What Healthcare Entrepreneurs Might (Should) Learn from Investors
“Every Company is a Tech Company.” The Carlyle Group’s CEO,
Kewsong Lee, recently said, “Every deal is a tech deal.” As with
energy, food, manufacturing, transportation and other core investment
sectors, technology is not only changing the way healthcare solutions
are assessed, developed and delivered, it is also expanding the
universe of VC investors in the healthcare sector. (See www.pehub.com/buyouts,
Carlyle’s Kewsong Lee: “Every deal is a tech deal,” January 22, 2019.)
Technology “generalist” funds and strategic technology-company
investors are moving downstream to healthcare VC deals. So
life-science-specialists funds and big pharma VC arms have more competition.
- Healthcare VC’s Resilience. The demand for healthcare innovation and solutions and even
healthcare’s financial and regulatory headwinds will continue
healthcare’s dominance in VC fundraising and investment. While
alternative and crossover investors focus on larger Series A-to-IPO
scenarios and unicorns, the ecosystem for smaller and earlier-stage VC
investments by life sciences funds and impact investors (angels, family
offices, incubators, foundations and corporate VCs) appears strong, and
may even benefit from stock market declines and lower valuations.
Seasoned technology and life science investors now understand the
benefit of earlier, smaller investments providing more control over the
uncertainties of economic and regulatory hurdles and cycles. They
understand that innovation and game-changing technologies (and data and
AI), and proactive communication with industry partners, insurers and
regulators, will more effectively mitigate risks and enhance potential
- A Roadmap for Healthcare Startups and VCs. The challenges of healthcare investing, particularly in the higher-risk
and potentially higher-return sectors of biopharma and digital
technology solutions, reveal a roadmap for creating the best companies
for attracting VC investment. Greg Dombal, COO of Halloran Consulting
Group, recently made the following compelling observations:
- Early investments in biotech companies will allow investors to derisk the
investment process by releasing money in small tranches.

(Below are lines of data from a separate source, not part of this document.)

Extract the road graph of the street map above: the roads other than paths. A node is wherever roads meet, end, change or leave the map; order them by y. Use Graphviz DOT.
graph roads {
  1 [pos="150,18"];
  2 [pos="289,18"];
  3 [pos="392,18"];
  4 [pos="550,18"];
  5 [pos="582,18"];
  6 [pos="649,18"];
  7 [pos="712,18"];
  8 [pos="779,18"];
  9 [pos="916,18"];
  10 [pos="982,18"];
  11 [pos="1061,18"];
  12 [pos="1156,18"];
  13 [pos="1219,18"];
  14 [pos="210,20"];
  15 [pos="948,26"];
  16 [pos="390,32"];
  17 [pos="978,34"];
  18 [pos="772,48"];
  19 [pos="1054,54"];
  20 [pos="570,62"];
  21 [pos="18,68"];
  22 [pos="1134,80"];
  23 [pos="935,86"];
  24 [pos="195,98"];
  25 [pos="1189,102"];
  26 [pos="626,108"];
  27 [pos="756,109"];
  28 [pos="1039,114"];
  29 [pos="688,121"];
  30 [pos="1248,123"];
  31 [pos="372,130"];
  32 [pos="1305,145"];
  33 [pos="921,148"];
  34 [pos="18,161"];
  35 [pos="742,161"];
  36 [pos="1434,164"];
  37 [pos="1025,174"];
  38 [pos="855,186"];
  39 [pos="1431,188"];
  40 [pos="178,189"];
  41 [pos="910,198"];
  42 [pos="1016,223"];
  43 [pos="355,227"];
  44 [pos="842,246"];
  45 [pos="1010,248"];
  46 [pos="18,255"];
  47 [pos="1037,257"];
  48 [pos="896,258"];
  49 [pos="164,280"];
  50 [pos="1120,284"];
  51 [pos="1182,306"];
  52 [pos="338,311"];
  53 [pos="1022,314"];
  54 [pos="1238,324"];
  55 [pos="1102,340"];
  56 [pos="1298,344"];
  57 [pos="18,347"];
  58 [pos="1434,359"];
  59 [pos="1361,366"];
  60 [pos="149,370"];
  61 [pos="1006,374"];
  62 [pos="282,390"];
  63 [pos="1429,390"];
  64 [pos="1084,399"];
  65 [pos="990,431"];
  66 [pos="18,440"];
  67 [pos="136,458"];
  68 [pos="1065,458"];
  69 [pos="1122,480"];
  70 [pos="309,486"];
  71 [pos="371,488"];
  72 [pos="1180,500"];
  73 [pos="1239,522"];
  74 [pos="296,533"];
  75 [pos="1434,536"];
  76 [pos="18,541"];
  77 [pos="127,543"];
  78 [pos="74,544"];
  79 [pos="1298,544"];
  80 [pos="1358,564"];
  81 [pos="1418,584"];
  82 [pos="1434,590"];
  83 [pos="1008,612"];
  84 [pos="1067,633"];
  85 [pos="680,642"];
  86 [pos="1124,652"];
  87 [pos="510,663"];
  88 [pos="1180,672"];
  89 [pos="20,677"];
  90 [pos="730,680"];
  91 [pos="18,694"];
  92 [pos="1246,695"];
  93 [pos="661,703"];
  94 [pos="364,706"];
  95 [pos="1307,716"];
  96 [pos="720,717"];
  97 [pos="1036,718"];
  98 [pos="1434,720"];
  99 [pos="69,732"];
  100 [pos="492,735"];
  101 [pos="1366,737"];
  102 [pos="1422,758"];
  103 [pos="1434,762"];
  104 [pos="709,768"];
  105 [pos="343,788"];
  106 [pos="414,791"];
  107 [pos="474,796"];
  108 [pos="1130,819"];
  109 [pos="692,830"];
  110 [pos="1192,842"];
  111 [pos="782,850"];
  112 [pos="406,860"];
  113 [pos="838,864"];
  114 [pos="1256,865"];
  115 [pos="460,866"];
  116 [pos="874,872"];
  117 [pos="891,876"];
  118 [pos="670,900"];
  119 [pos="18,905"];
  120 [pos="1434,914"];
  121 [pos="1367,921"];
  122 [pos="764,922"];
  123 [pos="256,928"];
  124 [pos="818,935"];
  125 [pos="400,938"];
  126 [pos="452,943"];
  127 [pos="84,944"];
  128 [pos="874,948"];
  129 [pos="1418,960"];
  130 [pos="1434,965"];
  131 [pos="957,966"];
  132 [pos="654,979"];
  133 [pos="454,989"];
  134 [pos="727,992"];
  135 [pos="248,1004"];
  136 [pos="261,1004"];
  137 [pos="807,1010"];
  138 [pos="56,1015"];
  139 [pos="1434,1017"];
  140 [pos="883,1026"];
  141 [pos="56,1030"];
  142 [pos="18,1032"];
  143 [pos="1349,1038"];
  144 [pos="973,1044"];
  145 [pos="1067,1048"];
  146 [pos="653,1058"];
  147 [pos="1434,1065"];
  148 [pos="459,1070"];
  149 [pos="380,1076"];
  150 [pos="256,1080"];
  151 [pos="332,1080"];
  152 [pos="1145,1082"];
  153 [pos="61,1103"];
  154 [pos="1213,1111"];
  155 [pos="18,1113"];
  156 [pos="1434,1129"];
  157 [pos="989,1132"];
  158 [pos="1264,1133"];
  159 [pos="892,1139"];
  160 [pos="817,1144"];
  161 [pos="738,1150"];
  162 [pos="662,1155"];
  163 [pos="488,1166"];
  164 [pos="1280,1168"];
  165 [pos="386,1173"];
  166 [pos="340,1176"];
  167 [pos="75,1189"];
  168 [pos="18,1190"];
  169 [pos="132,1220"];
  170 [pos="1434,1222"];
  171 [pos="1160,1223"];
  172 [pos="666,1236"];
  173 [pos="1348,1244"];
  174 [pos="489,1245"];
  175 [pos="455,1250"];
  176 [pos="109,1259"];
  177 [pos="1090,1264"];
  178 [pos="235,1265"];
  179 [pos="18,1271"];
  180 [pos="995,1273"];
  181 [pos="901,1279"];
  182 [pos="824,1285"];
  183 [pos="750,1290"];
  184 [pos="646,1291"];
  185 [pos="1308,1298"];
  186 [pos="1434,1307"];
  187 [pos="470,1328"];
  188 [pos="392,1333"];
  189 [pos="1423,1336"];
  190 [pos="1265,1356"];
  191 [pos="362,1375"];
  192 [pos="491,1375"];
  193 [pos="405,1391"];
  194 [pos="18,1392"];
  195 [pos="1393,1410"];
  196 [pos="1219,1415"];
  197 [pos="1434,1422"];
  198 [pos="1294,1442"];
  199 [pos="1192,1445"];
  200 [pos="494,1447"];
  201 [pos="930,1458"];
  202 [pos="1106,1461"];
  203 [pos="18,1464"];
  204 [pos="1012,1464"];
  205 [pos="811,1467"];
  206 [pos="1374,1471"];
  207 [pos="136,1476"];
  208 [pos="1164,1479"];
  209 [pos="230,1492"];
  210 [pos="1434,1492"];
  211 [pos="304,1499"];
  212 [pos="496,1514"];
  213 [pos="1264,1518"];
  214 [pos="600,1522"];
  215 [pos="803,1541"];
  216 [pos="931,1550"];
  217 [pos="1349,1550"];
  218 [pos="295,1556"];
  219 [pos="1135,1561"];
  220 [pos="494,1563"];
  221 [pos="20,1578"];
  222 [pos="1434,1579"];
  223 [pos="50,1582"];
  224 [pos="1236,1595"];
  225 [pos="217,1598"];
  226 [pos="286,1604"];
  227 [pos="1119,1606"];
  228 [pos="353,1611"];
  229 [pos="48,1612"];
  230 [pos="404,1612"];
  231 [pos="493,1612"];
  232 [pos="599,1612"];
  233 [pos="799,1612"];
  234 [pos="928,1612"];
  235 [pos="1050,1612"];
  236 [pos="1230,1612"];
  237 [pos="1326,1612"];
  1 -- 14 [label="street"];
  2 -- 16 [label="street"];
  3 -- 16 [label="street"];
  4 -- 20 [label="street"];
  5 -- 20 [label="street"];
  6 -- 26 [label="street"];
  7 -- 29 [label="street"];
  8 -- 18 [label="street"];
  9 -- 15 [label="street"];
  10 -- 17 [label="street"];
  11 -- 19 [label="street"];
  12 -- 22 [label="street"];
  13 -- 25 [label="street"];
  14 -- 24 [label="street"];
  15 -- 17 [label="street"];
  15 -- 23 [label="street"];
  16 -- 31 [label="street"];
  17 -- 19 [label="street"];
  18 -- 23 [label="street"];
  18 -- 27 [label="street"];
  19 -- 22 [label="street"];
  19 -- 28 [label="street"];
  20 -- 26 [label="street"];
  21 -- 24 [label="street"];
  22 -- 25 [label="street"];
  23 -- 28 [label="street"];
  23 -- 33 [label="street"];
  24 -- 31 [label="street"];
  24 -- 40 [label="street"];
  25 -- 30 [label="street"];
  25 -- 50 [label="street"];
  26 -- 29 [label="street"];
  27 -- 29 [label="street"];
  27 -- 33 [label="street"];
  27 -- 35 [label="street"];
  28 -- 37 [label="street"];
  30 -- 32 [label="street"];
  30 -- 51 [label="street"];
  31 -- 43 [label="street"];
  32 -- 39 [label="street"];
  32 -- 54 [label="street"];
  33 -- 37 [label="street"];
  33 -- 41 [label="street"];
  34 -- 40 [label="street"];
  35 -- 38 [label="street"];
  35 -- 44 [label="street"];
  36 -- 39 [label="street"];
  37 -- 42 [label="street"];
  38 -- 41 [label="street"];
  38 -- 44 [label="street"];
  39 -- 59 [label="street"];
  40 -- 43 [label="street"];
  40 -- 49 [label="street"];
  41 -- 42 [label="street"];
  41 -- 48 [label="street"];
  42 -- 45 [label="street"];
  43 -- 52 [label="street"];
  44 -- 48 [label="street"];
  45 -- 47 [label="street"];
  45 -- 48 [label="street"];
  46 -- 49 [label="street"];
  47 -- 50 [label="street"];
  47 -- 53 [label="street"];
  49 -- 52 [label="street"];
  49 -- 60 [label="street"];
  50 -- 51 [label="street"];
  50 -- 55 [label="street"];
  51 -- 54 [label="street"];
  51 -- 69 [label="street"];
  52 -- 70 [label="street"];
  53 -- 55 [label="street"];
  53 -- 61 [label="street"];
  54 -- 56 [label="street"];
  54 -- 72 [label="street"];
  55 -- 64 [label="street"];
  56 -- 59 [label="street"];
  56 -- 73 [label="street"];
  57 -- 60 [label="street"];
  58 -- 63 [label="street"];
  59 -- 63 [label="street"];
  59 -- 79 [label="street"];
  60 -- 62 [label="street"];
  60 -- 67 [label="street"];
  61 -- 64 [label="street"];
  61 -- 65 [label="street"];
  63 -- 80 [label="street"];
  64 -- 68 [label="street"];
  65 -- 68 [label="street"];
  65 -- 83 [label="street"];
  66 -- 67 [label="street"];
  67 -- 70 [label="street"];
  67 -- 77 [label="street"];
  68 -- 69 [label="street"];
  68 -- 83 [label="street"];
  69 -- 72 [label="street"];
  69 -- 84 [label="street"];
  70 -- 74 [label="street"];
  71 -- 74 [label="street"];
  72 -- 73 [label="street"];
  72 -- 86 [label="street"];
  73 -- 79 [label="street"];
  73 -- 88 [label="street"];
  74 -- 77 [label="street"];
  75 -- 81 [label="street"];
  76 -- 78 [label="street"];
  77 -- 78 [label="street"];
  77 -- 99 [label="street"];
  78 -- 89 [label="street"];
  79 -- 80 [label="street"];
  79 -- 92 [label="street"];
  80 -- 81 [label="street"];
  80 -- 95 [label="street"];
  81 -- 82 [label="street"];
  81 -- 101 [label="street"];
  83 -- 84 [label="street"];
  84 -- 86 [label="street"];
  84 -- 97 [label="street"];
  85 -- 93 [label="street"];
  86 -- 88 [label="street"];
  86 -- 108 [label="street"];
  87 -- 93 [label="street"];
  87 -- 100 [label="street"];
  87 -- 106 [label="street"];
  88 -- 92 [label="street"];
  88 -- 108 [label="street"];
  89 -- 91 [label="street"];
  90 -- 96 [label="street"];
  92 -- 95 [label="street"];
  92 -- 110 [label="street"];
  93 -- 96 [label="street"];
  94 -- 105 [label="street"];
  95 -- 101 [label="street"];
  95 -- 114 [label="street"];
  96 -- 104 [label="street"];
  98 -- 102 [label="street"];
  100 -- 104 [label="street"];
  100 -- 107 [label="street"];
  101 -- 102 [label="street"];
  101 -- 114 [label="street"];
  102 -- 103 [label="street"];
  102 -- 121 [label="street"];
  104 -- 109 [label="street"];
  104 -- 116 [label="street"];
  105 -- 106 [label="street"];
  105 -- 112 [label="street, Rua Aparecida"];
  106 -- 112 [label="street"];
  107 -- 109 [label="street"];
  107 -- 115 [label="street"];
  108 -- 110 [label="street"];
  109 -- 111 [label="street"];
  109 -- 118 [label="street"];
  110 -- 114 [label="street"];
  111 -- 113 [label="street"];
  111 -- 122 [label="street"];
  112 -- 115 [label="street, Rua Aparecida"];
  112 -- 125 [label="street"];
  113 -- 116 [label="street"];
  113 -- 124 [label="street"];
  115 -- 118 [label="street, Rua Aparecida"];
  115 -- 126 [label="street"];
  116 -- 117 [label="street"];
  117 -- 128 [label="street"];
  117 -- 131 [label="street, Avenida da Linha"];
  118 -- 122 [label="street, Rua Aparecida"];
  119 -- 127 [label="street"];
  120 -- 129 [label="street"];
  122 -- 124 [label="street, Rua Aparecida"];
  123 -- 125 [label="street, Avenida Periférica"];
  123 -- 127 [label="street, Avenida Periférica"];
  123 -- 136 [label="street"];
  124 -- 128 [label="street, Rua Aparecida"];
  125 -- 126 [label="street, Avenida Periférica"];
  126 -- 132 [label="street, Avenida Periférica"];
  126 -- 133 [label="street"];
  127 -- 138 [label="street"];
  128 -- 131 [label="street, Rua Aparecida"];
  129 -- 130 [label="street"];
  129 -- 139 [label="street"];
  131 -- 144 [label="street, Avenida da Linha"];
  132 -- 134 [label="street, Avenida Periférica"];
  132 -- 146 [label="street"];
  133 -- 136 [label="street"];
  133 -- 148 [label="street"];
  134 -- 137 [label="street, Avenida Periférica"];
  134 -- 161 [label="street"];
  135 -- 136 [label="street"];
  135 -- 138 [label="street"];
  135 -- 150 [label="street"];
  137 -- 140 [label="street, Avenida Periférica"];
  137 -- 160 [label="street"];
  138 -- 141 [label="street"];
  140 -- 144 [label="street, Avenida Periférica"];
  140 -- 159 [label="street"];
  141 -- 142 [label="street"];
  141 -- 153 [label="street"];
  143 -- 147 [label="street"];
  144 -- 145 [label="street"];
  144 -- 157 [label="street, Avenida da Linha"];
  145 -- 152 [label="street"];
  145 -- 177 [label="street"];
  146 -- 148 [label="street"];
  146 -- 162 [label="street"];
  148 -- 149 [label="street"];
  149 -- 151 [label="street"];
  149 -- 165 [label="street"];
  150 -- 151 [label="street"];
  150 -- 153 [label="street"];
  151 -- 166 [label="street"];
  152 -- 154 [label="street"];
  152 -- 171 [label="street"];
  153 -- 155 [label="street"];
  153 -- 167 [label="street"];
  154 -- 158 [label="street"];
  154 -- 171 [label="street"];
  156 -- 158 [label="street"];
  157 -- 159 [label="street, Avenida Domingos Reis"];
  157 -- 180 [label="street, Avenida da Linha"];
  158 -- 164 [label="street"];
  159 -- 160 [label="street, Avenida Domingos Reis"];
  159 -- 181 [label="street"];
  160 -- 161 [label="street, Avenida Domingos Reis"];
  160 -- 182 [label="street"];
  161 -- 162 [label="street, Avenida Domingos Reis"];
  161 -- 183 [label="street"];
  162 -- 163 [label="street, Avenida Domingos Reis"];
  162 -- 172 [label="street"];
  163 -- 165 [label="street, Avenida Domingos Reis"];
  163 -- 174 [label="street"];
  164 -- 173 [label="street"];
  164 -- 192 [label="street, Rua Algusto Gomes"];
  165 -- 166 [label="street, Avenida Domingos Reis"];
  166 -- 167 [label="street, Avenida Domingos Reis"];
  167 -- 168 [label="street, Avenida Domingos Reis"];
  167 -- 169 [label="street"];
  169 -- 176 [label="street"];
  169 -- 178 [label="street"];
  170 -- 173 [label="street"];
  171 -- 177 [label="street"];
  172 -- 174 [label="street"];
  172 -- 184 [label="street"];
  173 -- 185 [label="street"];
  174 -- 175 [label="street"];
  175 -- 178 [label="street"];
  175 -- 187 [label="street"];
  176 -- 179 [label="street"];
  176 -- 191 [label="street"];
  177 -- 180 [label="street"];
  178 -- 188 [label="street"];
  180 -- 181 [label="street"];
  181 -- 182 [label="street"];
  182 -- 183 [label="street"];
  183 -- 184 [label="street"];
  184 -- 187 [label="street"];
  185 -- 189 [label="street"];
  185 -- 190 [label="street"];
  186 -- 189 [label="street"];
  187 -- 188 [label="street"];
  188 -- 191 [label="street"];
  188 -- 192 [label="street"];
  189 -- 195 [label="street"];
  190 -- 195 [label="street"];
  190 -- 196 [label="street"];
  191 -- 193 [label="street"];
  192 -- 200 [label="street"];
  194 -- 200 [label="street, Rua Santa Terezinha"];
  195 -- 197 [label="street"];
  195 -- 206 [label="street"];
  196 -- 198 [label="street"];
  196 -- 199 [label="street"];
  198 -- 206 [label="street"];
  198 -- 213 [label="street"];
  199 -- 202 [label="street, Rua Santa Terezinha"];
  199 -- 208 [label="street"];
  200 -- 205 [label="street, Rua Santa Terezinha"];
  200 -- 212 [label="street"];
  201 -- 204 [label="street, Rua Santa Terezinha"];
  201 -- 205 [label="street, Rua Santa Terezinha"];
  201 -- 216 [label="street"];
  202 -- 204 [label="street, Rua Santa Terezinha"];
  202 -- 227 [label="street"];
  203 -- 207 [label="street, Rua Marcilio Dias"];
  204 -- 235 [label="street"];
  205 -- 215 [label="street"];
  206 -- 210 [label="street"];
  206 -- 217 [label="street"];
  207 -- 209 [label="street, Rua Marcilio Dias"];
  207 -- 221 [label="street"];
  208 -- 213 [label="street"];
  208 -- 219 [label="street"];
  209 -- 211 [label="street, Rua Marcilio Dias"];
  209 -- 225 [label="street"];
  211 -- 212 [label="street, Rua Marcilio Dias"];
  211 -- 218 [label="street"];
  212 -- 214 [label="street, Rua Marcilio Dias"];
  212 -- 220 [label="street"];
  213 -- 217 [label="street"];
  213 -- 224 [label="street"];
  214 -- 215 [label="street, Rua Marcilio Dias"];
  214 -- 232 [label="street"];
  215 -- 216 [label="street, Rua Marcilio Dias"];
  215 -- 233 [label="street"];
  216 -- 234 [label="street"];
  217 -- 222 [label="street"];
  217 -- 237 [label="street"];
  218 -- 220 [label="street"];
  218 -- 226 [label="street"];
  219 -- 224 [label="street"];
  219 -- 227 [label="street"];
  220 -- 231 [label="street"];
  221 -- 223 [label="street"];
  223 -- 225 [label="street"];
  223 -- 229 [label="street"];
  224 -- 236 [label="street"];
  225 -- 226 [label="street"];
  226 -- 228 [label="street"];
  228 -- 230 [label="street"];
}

- Leveraging preclinical and clinical trial data will enhance investor due
diligence and visibility into the risks and potential returns associated
with particular health products, solutions and technologies.
- Mapping out a regulatory pathway and “increasing touchpoints” with
biotech consultants and regulatory bodies such as the FDA will minimize
investment losses and increase success in early-stage investments.
Sources: R&D Magazine,
www.rdmag.com/article/2018/05/three-ways-venture-capital-firms-maximize-their-biotech-investments; Navigating the Life Sciences Fund Landscape,
Even when the currently hot market for healthcare VC investment cools,
innovative startups that can identify the right early-stage VC investors,
leverage technology and data, and develop a flexible roadmap for product
development and company exit will continue to get funded. Choosing the
right investors for the right stage of company development and the desired
exit will optimize returns for founders and investors alike. Healthcare
startups must also align themselves with dependable technology solution
providers (e.g., proven, legally compliant and data-secured platforms), VC
funding sources providing not just money but strategic direction and
industry connections, and legal, accounting and technology advisers that
understand the new regulatory and legal challenges presented by innovation.